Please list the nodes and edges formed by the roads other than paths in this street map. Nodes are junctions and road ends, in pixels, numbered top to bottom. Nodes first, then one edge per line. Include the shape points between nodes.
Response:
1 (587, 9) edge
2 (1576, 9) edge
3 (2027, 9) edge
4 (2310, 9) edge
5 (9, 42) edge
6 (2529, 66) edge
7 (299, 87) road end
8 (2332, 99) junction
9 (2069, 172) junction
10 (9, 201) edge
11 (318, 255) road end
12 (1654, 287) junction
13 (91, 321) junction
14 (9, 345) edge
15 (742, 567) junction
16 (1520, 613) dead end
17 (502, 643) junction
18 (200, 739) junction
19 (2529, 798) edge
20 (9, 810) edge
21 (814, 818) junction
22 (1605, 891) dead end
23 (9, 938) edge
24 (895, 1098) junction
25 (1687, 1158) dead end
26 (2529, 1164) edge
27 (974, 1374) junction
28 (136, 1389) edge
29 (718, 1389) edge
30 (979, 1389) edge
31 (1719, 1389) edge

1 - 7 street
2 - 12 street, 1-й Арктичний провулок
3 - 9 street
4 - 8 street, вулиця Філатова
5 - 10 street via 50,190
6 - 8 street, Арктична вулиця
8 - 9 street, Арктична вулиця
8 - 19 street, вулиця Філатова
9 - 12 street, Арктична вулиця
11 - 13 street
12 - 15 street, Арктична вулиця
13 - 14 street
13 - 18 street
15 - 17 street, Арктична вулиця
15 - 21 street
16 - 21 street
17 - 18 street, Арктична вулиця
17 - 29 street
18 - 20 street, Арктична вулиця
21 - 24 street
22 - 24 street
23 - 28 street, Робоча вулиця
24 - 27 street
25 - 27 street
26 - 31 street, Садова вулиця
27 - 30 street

Activity: Line by line, the listing above is to be transcribed exactly.

Response below:
Please list the nodes and edges formed by the roads other than paths in this street map. Nodes are junctions and road ends, in pixels, numbered top to bottom. Nodes first, then one edge per line. Include the shape points between nodes.
Response:
1 (587, 9) edge
2 (1576, 9) edge
3 (2027, 9) edge
4 (2310, 9) edge
5 (9, 42) edge
6 (2529, 66) edge
7 (299, 87) road end
8 (2332, 99) junction
9 (2069, 172) junction
10 (9, 201) edge
11 (318, 255) road end
12 (1654, 287) junction
13 (91, 321) junction
14 (9, 345) edge
15 (742, 567) junction
16 (1520, 613) dead end
17 (502, 643) junction
18 (200, 739) junction
19 (2529, 798) edge
20 (9, 810) edge
21 (814, 818) junction
22 (1605, 891) dead end
23 (9, 938) edge
24 (895, 1098) junction
25 (1687, 1158) dead end
26 (2529, 1164) edge
27 (974, 1374) junction
28 (136, 1389) edge
29 (718, 1389) edge
30 (979, 1389) edge
31 (1719, 1389) edge

1 - 7 street
2 - 12 street, 1-й Арктичний провулок
3 - 9 street
4 - 8 street, вулиця Філатова
5 - 10 street via 50,190
6 - 8 street, Арктична вулиця
8 - 9 street, Арктична вулиця
8 - 19 street, вулиця Філатова
9 - 12 street, Арктична вулиця
11 - 13 street
12 - 15 street, Арктична вулиця
13 - 14 street
13 - 18 street
15 - 17 street, Арктична вулиця
15 - 21 street
16 - 21 street
17 - 18 street, Арктична вулиця
17 - 29 street
18 - 20 street, Арктична вулиця
21 - 24 street
22 - 24 street
23 - 28 street, Робоча вулиця
24 - 27 street
25 - 27 street
26 - 31 street, Садова вулиця
27 - 30 street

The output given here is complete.